DNA methylation analysis is an increasingly widely-used application of NGS technology. The reason for this is straightforward: DNA methylation is one of the major mechanisms of epigenetic modification, and has a fundamental influence on gene expression and cellular activity (1). This is an interesting aspect for investigating cell development, transcriptional silencing, and biomarker discovery in general.
The aim of NGS-based DNA methylation analysis is to investigate genomic DNA and find out whether single cytosines or entire regions in the genome are methylated or not, since promoter or gene body methylation influences gene expression. Typically, DNA methylation is present in mammals only at CpG dinucleotides, which are methylated by 70 – 85 %, in contrast to CpG islands which are mainly unmethylated to remain active (2). By the way: in humans about 70% of promoters contain a CpG island (3).
There are several methods for studying DNA methylation, but few offer a better resolution of methylation status as bisulfite sequencing (also known as Bisulfite-Seq, BS-Seq or Methyl-Seq). The key idea of this method is combining the power of high-throughput DNA sequencing with the treatment of DNA with sodium bisulfite. When exposed to sodium bisulfite, unmethylated cytosines are converted to uracils whereas methylated forms of cytosine (including 5-Methylcytosine and 5-Hydroxymethylcytosine) remain unchanged (Fig. 1). After sequencing the bisulfite-treated DNA, the obtained sequence reads can be mapped to the original reference genome (Fig. 2) using specialised alignment software which interprets converted bases as unmethylated cytosines instead of errors. The alignment can then be used to resolve methylation status at single nucleotide-level in a similar manner to detecting DNA variants from NGS data. Hereby it is important to keep in mind that bisulfite sequencing cannot distinguish between 5-Methylcytosine (5mC) and 5-Hydroxymethylcytosine (5hmC) even though their functional impact has been found to be different (4).
There are different protocols that you can use to assess DNA methylation using NGS. The easiest way surely is to add the bisulfite reaction to your sequencing workflow and do Whole-Genome Bisulfite Sequencing (WGBS).
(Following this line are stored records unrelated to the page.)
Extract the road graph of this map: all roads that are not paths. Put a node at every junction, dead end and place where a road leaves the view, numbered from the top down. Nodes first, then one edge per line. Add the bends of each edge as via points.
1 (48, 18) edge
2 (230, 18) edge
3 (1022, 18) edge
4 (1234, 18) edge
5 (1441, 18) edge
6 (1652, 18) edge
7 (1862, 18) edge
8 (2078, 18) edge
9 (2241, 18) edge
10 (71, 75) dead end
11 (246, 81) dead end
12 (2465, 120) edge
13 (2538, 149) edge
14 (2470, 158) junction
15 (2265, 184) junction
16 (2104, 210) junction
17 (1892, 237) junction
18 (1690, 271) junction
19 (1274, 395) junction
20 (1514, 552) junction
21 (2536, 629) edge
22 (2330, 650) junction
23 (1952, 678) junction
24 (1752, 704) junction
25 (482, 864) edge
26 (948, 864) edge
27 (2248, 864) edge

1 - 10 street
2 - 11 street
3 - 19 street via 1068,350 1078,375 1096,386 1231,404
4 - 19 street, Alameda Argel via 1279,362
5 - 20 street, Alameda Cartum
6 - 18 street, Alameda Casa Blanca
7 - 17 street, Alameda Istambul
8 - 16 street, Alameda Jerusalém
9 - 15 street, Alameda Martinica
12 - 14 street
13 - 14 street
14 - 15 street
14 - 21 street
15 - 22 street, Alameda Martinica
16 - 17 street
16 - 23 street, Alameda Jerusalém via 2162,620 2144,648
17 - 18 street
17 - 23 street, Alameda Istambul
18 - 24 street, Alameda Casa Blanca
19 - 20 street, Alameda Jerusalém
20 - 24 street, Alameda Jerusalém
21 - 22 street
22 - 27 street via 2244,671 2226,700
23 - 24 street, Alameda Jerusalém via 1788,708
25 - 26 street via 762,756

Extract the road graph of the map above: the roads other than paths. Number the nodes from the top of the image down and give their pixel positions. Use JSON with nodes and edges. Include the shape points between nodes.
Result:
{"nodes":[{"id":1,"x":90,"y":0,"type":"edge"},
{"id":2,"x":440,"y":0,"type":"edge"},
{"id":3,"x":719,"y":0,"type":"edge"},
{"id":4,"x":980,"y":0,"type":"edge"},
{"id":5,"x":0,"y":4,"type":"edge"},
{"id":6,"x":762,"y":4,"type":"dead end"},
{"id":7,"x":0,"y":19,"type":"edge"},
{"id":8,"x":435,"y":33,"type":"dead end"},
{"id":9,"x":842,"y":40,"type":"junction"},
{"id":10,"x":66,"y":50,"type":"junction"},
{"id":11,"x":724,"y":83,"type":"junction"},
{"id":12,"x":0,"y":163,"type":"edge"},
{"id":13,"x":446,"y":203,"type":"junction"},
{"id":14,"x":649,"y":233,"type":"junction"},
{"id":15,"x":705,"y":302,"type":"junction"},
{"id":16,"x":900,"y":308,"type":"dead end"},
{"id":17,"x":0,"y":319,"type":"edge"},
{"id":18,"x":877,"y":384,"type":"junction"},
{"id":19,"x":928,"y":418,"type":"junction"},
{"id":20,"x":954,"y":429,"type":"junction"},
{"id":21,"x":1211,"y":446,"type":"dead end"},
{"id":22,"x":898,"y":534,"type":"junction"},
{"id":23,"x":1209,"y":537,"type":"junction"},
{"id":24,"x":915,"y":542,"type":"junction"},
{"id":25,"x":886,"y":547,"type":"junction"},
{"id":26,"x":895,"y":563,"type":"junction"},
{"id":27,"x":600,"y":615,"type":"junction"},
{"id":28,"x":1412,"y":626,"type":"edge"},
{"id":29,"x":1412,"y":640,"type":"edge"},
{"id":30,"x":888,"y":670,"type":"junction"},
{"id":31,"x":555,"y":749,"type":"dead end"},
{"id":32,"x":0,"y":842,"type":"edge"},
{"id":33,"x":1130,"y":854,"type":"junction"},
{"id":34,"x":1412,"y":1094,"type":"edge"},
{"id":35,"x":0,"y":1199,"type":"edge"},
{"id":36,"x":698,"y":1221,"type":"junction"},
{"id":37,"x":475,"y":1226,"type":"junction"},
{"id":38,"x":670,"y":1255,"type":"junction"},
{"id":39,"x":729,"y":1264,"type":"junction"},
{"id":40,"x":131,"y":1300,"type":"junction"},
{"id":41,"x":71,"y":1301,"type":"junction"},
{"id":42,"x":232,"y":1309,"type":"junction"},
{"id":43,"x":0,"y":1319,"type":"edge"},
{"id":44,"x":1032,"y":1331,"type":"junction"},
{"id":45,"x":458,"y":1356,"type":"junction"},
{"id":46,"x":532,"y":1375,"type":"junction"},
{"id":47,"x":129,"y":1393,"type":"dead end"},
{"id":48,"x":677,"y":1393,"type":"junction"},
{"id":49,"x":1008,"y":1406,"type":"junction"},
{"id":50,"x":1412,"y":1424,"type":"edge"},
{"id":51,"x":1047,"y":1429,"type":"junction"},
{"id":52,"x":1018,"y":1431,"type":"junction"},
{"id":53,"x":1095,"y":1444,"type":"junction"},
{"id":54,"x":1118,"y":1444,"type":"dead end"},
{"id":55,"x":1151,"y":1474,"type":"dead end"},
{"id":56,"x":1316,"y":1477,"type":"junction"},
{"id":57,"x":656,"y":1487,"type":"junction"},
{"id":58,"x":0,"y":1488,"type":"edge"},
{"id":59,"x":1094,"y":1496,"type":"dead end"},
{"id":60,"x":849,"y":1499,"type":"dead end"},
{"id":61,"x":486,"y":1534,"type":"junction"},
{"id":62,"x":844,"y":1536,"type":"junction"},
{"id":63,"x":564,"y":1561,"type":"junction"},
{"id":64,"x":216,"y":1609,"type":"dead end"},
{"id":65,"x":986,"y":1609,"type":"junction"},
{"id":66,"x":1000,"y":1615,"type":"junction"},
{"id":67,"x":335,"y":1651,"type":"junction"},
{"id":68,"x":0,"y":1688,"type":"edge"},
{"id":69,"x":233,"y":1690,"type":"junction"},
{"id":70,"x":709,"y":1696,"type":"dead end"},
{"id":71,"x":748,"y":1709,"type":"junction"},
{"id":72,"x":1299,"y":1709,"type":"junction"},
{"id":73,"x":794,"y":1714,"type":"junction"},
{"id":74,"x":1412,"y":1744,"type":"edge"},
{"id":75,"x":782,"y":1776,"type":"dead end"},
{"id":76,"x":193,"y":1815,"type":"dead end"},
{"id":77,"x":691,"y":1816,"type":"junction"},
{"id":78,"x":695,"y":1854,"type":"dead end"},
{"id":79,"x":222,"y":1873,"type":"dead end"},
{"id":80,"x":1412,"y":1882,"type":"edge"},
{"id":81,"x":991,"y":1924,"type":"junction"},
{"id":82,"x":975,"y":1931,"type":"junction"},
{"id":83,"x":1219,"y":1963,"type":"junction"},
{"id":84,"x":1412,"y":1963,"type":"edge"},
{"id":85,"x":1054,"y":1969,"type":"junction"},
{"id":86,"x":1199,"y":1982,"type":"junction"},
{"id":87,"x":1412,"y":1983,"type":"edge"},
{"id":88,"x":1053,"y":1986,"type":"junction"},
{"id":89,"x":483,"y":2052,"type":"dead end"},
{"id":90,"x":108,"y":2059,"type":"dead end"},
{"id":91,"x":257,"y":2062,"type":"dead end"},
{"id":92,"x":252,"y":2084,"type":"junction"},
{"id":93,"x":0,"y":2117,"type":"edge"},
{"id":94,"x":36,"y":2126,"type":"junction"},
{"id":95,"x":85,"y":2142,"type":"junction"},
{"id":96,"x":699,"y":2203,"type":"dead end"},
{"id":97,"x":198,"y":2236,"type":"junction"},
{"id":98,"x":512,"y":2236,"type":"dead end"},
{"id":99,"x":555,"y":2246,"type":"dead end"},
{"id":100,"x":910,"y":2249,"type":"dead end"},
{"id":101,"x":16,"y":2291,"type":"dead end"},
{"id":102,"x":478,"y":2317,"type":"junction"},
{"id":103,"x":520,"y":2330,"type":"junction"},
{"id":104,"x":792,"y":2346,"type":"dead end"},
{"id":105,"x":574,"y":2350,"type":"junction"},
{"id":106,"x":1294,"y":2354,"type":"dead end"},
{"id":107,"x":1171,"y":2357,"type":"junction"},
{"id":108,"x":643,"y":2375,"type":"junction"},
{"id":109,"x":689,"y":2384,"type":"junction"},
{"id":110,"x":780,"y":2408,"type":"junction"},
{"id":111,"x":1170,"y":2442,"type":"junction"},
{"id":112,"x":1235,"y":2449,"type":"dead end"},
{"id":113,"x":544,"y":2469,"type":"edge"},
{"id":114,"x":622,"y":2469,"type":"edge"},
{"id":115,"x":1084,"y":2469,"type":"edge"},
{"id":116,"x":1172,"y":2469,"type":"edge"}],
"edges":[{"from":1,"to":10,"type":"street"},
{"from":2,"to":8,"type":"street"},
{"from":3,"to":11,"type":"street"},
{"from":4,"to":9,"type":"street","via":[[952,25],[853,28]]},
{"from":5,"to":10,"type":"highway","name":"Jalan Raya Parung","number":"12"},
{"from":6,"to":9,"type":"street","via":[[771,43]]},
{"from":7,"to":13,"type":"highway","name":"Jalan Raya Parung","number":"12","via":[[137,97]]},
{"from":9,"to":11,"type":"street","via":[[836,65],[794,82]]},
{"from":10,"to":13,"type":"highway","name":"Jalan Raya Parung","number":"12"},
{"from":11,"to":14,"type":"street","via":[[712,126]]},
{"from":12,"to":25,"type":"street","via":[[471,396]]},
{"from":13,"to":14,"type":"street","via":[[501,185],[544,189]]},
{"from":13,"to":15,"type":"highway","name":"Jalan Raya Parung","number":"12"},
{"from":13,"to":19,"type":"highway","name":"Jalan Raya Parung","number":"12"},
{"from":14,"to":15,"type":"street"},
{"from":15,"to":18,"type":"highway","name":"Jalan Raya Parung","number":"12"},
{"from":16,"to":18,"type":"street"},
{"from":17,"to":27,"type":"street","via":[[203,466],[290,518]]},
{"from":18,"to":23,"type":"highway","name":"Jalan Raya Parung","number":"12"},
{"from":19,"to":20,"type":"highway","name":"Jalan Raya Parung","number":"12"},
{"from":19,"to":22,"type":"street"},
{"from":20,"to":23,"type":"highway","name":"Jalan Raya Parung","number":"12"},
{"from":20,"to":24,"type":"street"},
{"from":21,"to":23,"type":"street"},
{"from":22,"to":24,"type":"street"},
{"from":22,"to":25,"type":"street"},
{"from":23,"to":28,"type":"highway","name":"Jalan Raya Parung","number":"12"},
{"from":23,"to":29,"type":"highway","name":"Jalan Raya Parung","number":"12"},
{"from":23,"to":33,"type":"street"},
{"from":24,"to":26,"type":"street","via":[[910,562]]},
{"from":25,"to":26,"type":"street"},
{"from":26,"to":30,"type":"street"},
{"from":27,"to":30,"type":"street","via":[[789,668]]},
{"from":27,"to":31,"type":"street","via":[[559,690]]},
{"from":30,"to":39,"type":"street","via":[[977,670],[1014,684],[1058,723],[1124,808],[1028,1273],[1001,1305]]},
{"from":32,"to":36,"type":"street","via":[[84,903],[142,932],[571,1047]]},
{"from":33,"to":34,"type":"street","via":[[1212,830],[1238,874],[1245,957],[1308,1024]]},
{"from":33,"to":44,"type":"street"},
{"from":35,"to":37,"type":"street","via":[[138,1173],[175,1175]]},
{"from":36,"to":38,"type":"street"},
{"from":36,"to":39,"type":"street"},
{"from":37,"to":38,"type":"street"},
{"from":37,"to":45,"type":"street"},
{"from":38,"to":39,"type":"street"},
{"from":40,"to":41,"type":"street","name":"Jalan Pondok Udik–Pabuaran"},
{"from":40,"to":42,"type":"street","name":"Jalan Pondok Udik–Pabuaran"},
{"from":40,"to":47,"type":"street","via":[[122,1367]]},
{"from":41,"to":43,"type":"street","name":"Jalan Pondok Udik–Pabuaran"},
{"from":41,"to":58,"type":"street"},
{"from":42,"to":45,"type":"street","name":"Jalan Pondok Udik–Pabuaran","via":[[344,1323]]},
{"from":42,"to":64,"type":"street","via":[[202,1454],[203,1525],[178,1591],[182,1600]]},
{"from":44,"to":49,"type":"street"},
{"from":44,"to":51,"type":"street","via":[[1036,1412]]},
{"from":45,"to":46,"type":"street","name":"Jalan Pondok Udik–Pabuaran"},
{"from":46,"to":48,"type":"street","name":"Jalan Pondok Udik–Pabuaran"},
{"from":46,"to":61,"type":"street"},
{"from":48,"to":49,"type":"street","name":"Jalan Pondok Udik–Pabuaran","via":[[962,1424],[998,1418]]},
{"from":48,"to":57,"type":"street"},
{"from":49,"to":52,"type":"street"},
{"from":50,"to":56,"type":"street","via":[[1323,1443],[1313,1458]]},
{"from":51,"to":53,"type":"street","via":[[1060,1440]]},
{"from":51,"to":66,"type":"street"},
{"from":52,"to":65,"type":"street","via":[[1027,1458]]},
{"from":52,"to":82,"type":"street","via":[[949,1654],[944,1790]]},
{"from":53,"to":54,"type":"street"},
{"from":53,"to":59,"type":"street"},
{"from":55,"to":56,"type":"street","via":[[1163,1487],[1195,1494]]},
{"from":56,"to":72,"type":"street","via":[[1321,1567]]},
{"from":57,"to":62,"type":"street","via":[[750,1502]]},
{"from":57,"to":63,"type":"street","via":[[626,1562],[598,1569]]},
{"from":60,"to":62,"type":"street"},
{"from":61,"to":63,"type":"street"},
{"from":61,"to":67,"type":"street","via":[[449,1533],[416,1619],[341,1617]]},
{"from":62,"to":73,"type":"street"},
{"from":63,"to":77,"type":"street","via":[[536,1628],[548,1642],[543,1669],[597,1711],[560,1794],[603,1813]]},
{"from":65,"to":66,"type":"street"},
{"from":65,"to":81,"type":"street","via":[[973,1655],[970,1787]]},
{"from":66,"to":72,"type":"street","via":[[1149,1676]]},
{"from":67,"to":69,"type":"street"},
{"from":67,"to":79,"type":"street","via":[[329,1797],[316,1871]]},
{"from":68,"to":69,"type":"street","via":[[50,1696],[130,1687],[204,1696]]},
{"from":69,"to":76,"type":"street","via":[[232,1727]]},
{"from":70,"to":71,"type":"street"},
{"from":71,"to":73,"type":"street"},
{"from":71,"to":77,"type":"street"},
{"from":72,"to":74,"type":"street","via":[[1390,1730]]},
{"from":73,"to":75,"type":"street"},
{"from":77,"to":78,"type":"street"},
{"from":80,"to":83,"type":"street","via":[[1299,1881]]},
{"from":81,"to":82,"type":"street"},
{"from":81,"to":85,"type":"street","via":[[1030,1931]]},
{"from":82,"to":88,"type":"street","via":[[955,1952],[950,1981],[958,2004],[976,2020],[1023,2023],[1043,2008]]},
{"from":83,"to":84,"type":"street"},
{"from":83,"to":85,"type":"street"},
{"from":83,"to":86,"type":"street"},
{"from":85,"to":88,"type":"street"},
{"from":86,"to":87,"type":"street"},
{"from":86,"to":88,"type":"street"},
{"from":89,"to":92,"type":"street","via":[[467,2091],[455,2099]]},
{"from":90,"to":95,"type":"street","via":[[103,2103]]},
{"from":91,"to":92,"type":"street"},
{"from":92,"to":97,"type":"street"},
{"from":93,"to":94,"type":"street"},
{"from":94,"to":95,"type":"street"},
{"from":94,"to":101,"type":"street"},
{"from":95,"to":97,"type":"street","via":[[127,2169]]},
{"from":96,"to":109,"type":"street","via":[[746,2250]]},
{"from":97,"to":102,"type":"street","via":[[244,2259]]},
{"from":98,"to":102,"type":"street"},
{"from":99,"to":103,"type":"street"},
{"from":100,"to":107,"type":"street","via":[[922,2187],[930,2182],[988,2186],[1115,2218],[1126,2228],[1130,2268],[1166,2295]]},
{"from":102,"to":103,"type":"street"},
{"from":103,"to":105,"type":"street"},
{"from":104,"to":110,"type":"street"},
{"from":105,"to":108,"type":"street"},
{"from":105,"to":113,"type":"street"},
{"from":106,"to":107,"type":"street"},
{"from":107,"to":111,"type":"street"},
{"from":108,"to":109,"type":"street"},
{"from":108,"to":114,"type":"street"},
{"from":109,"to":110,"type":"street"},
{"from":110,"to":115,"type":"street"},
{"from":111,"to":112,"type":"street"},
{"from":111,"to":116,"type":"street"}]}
However, you will need sufficient read depths to reliably determine methylation status. When you are working on an organism with a large genome size, this can lead to high costs for sequencing.
As an alternative, you could focus the detection of DNA methylation to a specific subset of the genome, thereby reducing the data volume of your experiment and subsequently the cost.
One popular approach to this is Reduced Representation Bisulfite Sequencing (RRBS). The fundamental idea of RRBS is to get a “reduced representation" of the genome, with a focus on CpG islands. This involves the addition of restriction enzymes to digest the DNA during the fragmentation step. Typically, the enzyme MspI is used which is methylation insensitive. It cuts at 5’-CCGG-3’ sites, and since the genome is largely depleted of CpGs except for promoters/CpG islands, the "reduced representation" is largely capturing only these promoter regions for further analysis. The digestion reaction enriches for DNA fragments with a CpG at each end and fragments of various sizes. The fragment ends are then filled in and adapters are ligated. Afterwards the fragments are size selected, bisulfite-converted, and sequenced.
One last piece of advice for bisulfite sequencing in general: since the treatment of DNA with bisulfite basically destroys your DNA, it is important to check whether the remaining DNA has intact adapters at both ends before sequencing with qPCR or other techniques. Otherwise, one might end up with a sequencing library of low complexity.
In addition to WGBS and RRBS, there are enrichment kits available for human DNA that represent a cost-effective solution for analysing promoter and gene body methylation. It is also possible to get custom methylation enrichment kits for your regions of interest and your organism.
We hope this article was helpful for understanding how bisulfite sequencing works and how it differs between WGBS and RRBS in general use cases.